I think practically speaking, if you have a daughter, you are best off speaking to your daughter about this in an age appropriate way rather than writing to the school. [Edit - or even if you have a son, all of this still applies obvs.]

If the head thinks Be Kind is the way forward, she will not understand criticism of it ("who wouldn't want their child to be kind?! Does she want her child to be a bully?!")

Instead I would drip feed your daughter with little role plays and conversations and instil in her the confidence to say no, politely, to things that are kind-but-unfair.

I've done this with my 4yo dd a lot. For example the pudding example above, I don't praise my dd if she gives in to her brother trying to beg for her pudding, I say "wow why would you give him your treat, he's had his own! That's not fair!" And I tell off my ds for even asking (he's only 1 tbf). Whereas I know many parents (eg my dm) would applaud, how kind! She gave her brother her treat! Fuck that. No.

Recently in the playground an older girl came over and asked dd if she could play with her and dd said bluntly "no" and the girl was really taken aback. I told dd it's best to say "no thank you" but fair enough not to play with someone if she didn't want to. I know many parents would have said it's always best to say yes to be kind/friendly, bollocks to that, I won't make her prioritise someone's feelings over her own.

However we are strict about things like turn taking or saying rude things.

At the end of the day, you have a lot more influence over your child's values than the school does.

RobinHeartella · 07/05/2025 06:16

I come from this both as a teacher and a parent tbh.

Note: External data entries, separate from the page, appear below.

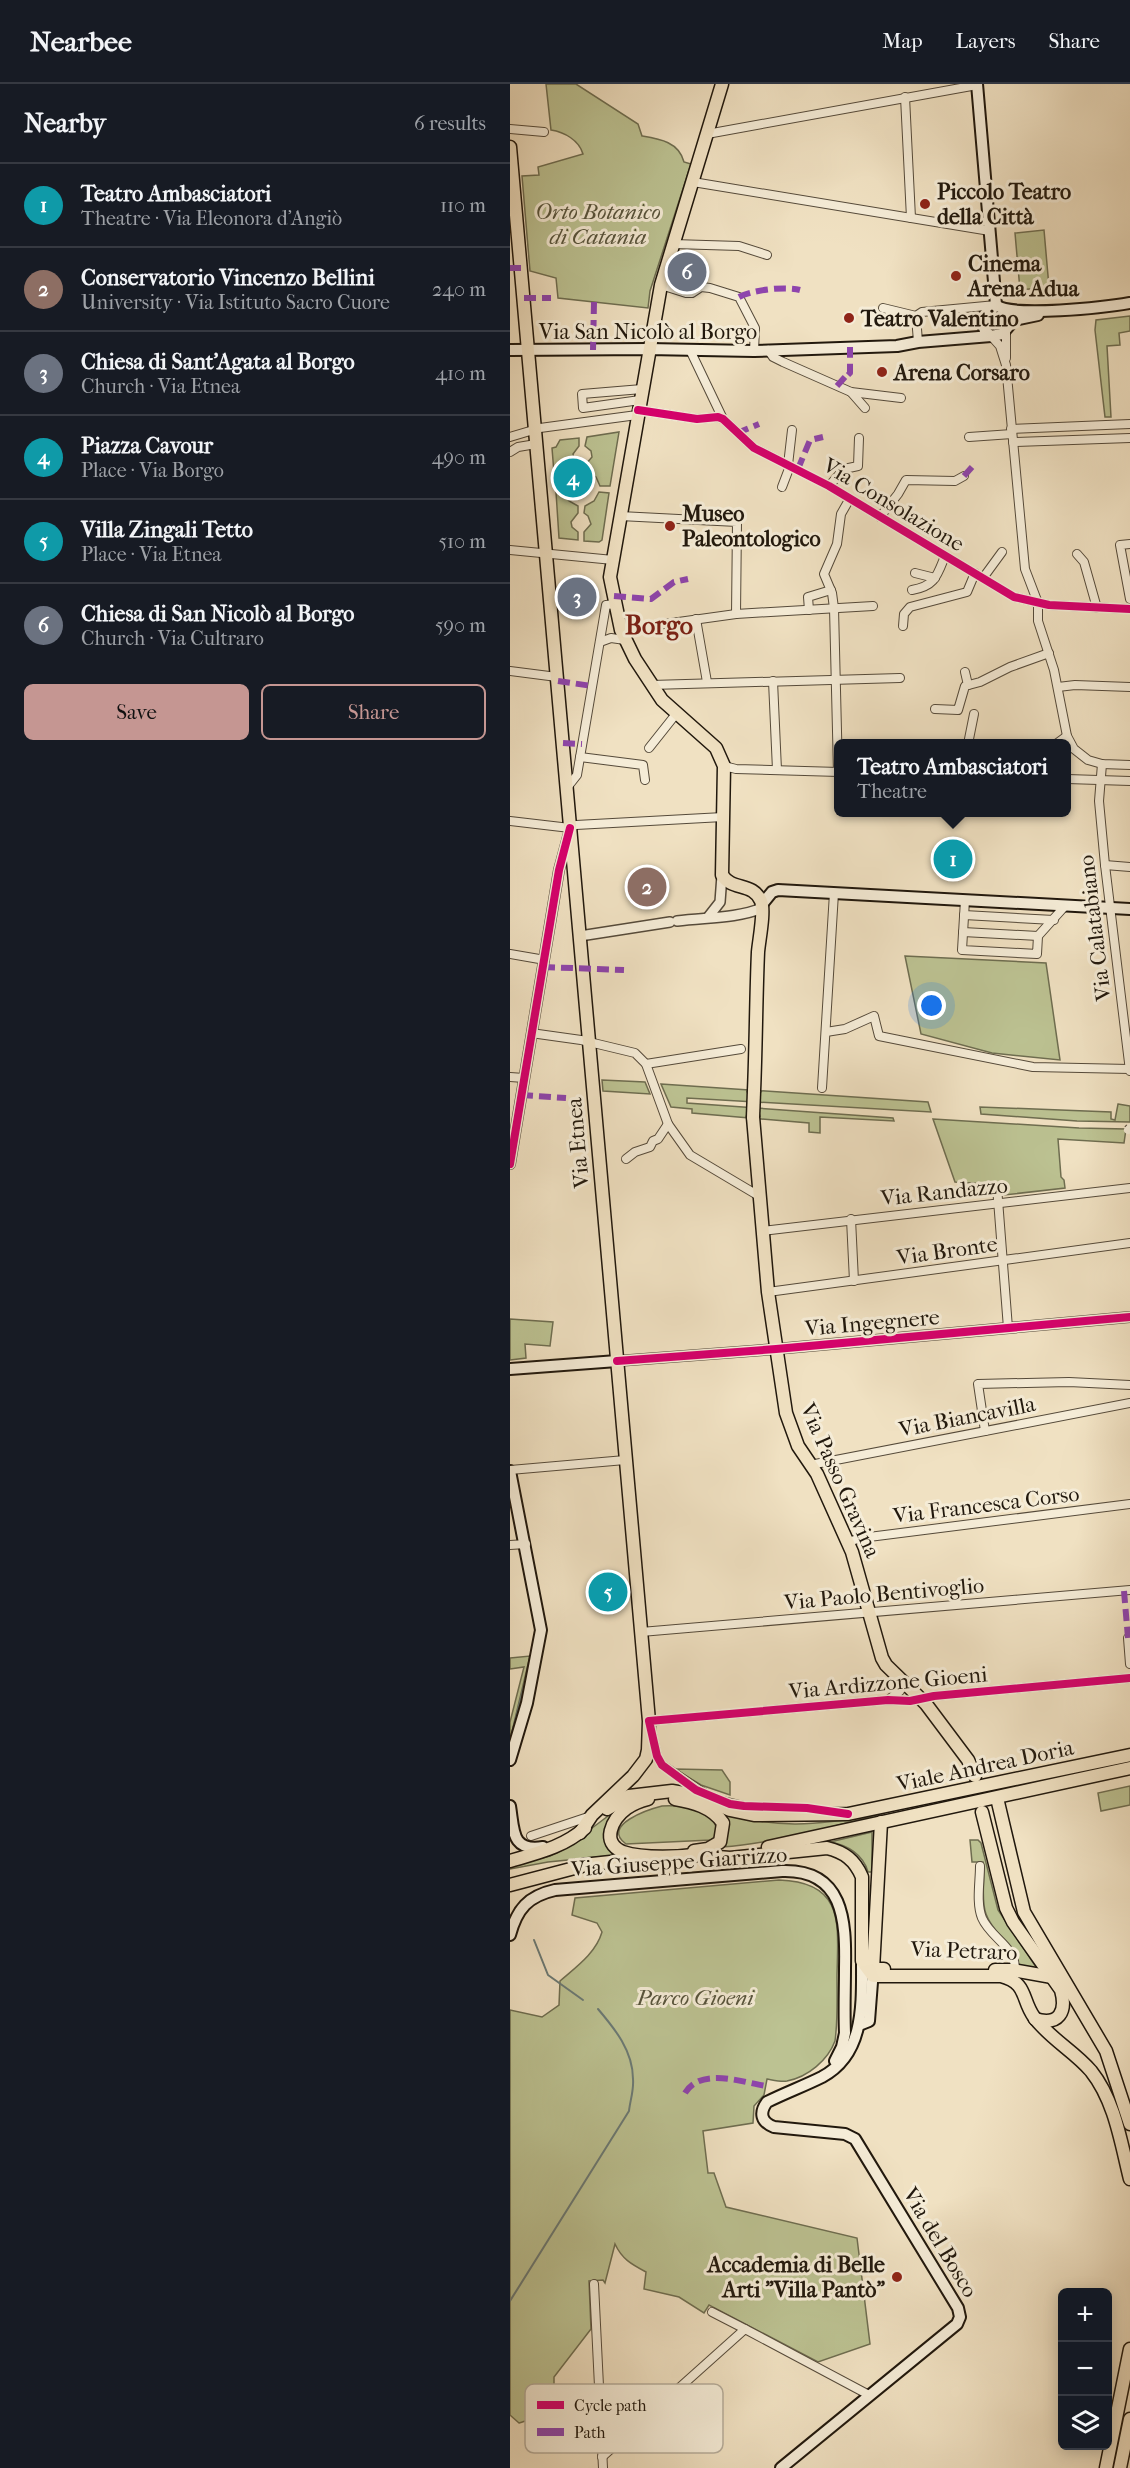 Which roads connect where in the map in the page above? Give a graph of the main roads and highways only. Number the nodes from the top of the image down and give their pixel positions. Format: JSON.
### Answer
{"nodes":[{"id":1,"x":722,"y":84,"type":"edge"},
{"id":2,"x":974,"y":85,"type":"edge"},
{"id":3,"x":510,"y":147,"type":"edge"},
{"id":4,"x":512,"y":202,"type":"edge"},
{"id":5,"x":1129,"y":304,"type":"edge"},
{"id":6,"x":996,"y":305,"type":"junction"},
{"id":7,"x":1061,"y":310,"type":"junction"},
{"id":8,"x":991,"y":336,"type":"junction"},
{"id":9,"x":648,"y":349,"type":"junction"},
{"id":10,"x":510,"y":350,"type":"edge"},
{"id":11,"x":528,"y":351,"type":"junction"},
{"id":12,"x":762,"y":906,"type":"junction"},
{"id":13,"x":1130,"y":909,"type":"edge"},
{"id":14,"x":617,"y":1361,"type":"junction"},
{"id":15,"x":510,"y":1369,"type":"edge"},
{"id":16,"x":510,"y":1471,"type":"edge"},
{"id":17,"x":1130,"y":1749,"type":"edge"},
{"id":18,"x":1130,"y":1755,"type":"edge"},
{"id":19,"x":510,"y":1760,"type":"edge"},
{"id":20,"x":1083,"y":1766,"type":"junction"},
{"id":21,"x":1130,"y":1768,"type":"edge"},
{"id":22,"x":975,"y":1776,"type":"dead end"},
{"id":23,"x":672,"y":1791,"type":"junction"},
{"id":24,"x":629,"y":1796,"type":"junction"},
{"id":25,"x":652,"y":1798,"type":"junction"},
{"id":26,"x":997,"y":1798,"type":"junction"},
{"id":27,"x":510,"y":1806,"type":"edge"},
{"id":28,"x":982,"y":1812,"type":"dead end"},
{"id":29,"x":880,"y":1822,"type":"junction"},
{"id":30,"x":580,"y":1827,"type":"junction"},
{"id":31,"x":561,"y":1844,"type":"junction"},
{"id":32,"x":695,"y":1855,"type":"junction"},
{"id":33,"x":666,"y":1856,"type":"junction"},
{"id":34,"x":510,"y":1861,"type":"edge"},
{"id":35,"x":585,"y":1865,"type":"junction"},
{"id":36,"x":510,"y":1878,"type":"edge"},
{"id":37,"x":510,"y":1885,"type":"edge"},
{"id":38,"x":510,"y":1935,"type":"edge"},
{"id":39,"x":862,"y":1961,"type":"junction"},
{"id":40,"x":872,"y":1973,"type":"junction"},
{"id":41,"x":1011,"y":1974,"type":"junction"},
{"id":42,"x":1052,"y":1977,"type":"junction"},
{"id":43,"x":862,"y":1985,"type":"junction"},
{"id":44,"x":1083,"y":2012,"type":"junction"},
{"id":45,"x":844,"y":2015,"type":"junction"},
{"id":46,"x":1035,"y":2019,"type":"junction"},
{"id":47,"x":859,"y":2025,"type":"junction"},
{"id":48,"x":824,"y":2076,"type":"junction"},
{"id":49,"x":1130,"y":2124,"type":"edge"},
{"id":50,"x":1130,"y":2179,"type":"edge"},
{"id":51,"x":1130,"y":2349,"type":"edge"},
{"id":52,"x":1130,"y":2419,"type":"edge"},
{"id":53,"x":781,"y":2468,"type":"edge"},
{"id":54,"x":1106,"y":2468,"type":"edge"},
{"id":55,"x":1120,"y":2468,"type":"edge"}],
"edges":[{"from":1,"to":9,"type":"main road"},
{"from":2,"to":6,"type":"main road"},
{"from":3,"to":4,"type":"main road"},
{"from":4,"to":11,"type":"main road"},
{"from":5,"to":7,"type":"main road"},
{"from":6,"to":7,"type":"main road"},
{"from":6,"to":8,"type":"main road"},
{"from":7,"to":8,"type":"main road"},
{"from":8,"to":9,"type":"main road","name":"Via San Nicolò al Borgo"},
{"from":9,"to":11,"type":"main road","name":"Via San Nicolò al Borgo"},
{"from":9,"to":12,"type":"main road"},
{"from":10,"to":11,"type":"main road","name":"Via San Nicolò al Borgo"},
{"from":11,"to":14,"type":"main road","name":"Via Etnea"},
{"from":12,"to":13,"type":"main road"},
{"from":12,"to":22,"type":"main road","name":"Via Passo Gravina","bridge":true},
{"from":14,"to":15,"type":"main road","name":"Via Ingegnere"},
{"from":14,"to":30,"type":"main road","name":"Via Etnea"},
{"from":16,"to":19,"type":"main road"},
{"from":17,"to":20,"type":"main road"},
{"from":18,"to":20,"type":"main road","name":"Viale Andrea Doria"},
{"from":20,"to":23,"type":"main road","name":"Viale Andrea Doria"},
{"from":21,"to":26,"type":"main road","name":"Viale Andrea Doria"},
{"from":23,"to":24,"type":"main road"},
{"from":23,"to":25,"type":"main road"},
{"from":24,"to":25,"type":"main road"},
{"from":24,"to":30,"type":"main road"},
{"from":25,"to":33,"type":"main road"},
{"from":25,"to":33,"type":"main road"},
{"from":26,"to":29,"type":"main road","name":"Viale Andrea Doria"},
{"from":26,"to":44,"type":"main road"},
{"from":27,"to":31,"type":"main road"},
{"from":28,"to":42,"type":"main road"},
{"from":29,"to":32,"type":"main road","name":"Viale Andrea Doria"},
{"from":29,"to":40,"type":"main road"},
{"from":30,"to":31,"type":"main road"},
{"from":31,"to":34,"type":"main road"},
{"from":32,"to":33,"type":"main road"},
{"from":32,"to":39,"type":"main road","name":"Via del Bosco"},
{"from":33,"to":35,"type":"main road"},
{"from":35,"to":36,"type":"main road"},
{"from":35,"to":37,"type":"main road"},
{"from":38,"to":45,"type":"main road","name":"Via Giuseppe Giarrizzo"},
{"from":39,"to":40,"type":"main road"},
{"from":39,"to":43,"type":"main road","name":"Via del Bosco"},
{"from":40,"to":41,"type":"main road","name":"Via Petraro"},
{"from":40,"to":43,"type":"main road"},
{"from":40,"to":47,"type":"main road"},
{"from":41,"to":42,"type":"main road","name":"Via Petraro"},
{"from":41,"to":46,"type":"main road"},
{"from":42,"to":44,"type":"main road"},
{"from":42,"to":46,"type":"main road"},
{"from":43,"to":47,"type":"main road","name":"Via del Bosco"},
{"from":44,"to":49,"type":"main road"},
{"from":45,"to":47,"type":"main road"},
{"from":45,"to":48,"type":"main road"},
{"from":46,"to":50,"type":"main road"},
{"from":47,"to":48,"type":"main road","name":"Via del Bosco"},
{"from":48,"to":53,"type":"main road","name":"Via del Bosco"},
{"from":51,"to":54,"type":"main road"},
{"from":52,"to":55,"type":"main road"}]}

In the school I work at, I'm exhausted from pushing back continually at policies I think are kind-but-unfair. For example we had a written policy to let biologically male teens into the female changing rooms if they were more "comfortable" there. I wrote a long letter to the dsl about it and got fobbed off with wishy washyness. [This was a couple of years ago]

Teachers get promoted to senior roles in schools for all sorts of reasons, not always down to their elevated levels of critical thinking. Furthermore, many adults (especially women, again thinking of my own dm as an example) have been so thoroughly trained into believing kindness and self-denial being the ultimate virtues, that they simply can't comprehend why you wouldn't want your daughter to learn those same values

JeannieDark · 07/05/2025 07:48

I think there is a difference between being “nice” and being “kind”. Being nice is doing what someone wants you to do and being kind is doing what’s in their best interest longer term.